I spoke to John Siau and Rory Rall at Benchmark the other day about the AHB2 Power Amplifier, which has just now being made available (I’m hoping to get one for review soon). This $3000 power amplifier can approach 130 dB according to their website giving it the ability to match the dynamic range of real high-resolution recordings. The power to handle rim shots, orchestral tuttis and instantaneous instrumental or vocal amplitude changes is finally within our reach. Hook a couple of JBL M2 Reference Monitors (if it’s possible…I still have to check on the digital crossovers etc on the Crown amps that are used with the M2s) to the tail end of the new Benchmark AHB2 and the entire playback chain is multiples better than the best sound we’ve ever had. Unfortunately, music production has been moving in the other direction.

If you haven’t downloaded and listened to the examples of the “Mosaic” track by Laurence Juber with the 5 different mastering levels applied, please do so and let me know if you hear the differences. Then think about this…all of the fancy tools for tweaking and compressing dynamics etc. are ALL processes that could be applied at the point of music delivery. They don’t have to be “baked” into the file. Yep, the age of personalizing your music to match your preferences AND your listening environment is upon us…if the labels will go along. And I doubt that they will for reasons that I’ll talk about at another time.

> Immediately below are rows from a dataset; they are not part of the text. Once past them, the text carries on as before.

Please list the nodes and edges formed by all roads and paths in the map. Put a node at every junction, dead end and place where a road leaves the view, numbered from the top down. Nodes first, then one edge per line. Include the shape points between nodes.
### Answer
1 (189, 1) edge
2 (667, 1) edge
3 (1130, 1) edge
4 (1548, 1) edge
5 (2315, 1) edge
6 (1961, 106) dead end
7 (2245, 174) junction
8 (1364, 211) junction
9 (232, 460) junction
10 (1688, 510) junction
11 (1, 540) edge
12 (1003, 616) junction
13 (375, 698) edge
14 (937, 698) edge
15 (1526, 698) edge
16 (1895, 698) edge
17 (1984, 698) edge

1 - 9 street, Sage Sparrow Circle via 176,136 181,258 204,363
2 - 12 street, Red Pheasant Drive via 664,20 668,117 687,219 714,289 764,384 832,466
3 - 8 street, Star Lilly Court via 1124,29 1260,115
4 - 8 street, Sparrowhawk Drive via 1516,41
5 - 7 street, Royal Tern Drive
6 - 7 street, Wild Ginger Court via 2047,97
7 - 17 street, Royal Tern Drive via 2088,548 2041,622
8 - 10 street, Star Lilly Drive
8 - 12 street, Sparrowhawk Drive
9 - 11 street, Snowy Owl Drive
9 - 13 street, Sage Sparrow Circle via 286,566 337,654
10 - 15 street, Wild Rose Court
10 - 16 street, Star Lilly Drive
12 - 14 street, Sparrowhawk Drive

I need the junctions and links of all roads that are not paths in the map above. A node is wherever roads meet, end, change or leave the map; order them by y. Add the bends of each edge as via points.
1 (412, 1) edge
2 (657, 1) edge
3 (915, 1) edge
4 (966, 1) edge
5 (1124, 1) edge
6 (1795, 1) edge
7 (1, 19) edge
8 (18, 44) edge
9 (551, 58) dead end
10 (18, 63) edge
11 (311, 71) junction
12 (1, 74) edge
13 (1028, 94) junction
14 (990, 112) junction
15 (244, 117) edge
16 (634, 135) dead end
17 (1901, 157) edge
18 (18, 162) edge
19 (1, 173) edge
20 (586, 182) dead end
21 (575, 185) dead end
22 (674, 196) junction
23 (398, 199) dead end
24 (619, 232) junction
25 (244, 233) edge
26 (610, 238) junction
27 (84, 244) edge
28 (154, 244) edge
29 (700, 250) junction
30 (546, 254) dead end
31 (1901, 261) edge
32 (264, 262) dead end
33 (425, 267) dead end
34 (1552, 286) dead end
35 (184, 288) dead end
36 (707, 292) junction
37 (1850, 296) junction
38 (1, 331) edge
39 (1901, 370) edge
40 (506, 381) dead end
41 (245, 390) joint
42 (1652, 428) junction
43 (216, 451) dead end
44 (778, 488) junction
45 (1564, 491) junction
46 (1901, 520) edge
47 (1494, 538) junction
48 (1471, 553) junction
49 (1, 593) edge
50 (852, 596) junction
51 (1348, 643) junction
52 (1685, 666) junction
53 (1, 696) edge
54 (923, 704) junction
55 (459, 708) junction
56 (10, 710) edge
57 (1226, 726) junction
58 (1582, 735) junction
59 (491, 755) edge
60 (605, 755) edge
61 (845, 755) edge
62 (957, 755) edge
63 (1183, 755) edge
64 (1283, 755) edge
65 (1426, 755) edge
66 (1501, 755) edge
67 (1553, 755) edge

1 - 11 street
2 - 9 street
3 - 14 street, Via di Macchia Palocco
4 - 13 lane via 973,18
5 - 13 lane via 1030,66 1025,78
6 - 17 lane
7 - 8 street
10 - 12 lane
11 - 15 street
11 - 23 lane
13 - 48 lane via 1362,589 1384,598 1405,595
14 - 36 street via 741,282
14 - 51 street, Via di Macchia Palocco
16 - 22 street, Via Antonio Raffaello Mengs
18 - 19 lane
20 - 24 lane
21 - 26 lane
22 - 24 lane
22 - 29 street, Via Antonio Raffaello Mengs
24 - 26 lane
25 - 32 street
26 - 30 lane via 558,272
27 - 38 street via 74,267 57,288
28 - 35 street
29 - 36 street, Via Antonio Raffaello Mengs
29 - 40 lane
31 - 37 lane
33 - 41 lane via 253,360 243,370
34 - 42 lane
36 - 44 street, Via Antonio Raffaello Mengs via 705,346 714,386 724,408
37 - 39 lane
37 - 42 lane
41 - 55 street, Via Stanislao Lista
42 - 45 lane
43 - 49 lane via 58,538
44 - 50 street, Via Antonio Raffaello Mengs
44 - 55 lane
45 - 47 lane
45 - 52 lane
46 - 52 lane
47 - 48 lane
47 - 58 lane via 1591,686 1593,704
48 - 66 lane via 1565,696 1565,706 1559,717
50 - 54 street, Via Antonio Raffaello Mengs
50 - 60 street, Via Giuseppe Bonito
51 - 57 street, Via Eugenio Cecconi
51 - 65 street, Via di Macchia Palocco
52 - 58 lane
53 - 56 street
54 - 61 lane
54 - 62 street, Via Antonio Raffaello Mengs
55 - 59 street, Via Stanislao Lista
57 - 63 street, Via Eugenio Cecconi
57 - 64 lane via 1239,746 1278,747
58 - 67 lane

A reader’s comment about mastering and the need to adjust the dynamic range based on the typical listening environment made some very good points. But it was based on the assumption that a mastering engineer has to create a single “one size fits all” version for delivery on a CD or download site. That’s not the case anymore.

140703_multiband_compression

Figure 1 – A multiband mastering compressor made by Izotope. This type of signal processor can be automated and built into a file player.

The power of the DSP processors in a music server or SmartPhone could actually perform whatever level of “mastering” you want as part of a realtime process. If you listening at home using HTC Connect in full high-res to connect your HTC M8 HKE Sprint Phone to your high-end system you could choose no compression or light mastering. If you’re on a plane or riding the subway, ramp up the “loudness” wheel on the player app and the dynamics will be tailored to the noisier environment. Who needs a mastering engineer when most of the processing can be stored as metadata and used only when desired or necessary?

Of course, this would mean that the secrets that the mastering folks use while working on the latest hit record would have to be recorded and provided in some sort of standard protocol which the player’s could use to recreate the adjustments in real time. It’s not crazy hard to make the technology work. What’s going to be difficult is changing the minds of the entrenched mastering folks, the artists and the label executives.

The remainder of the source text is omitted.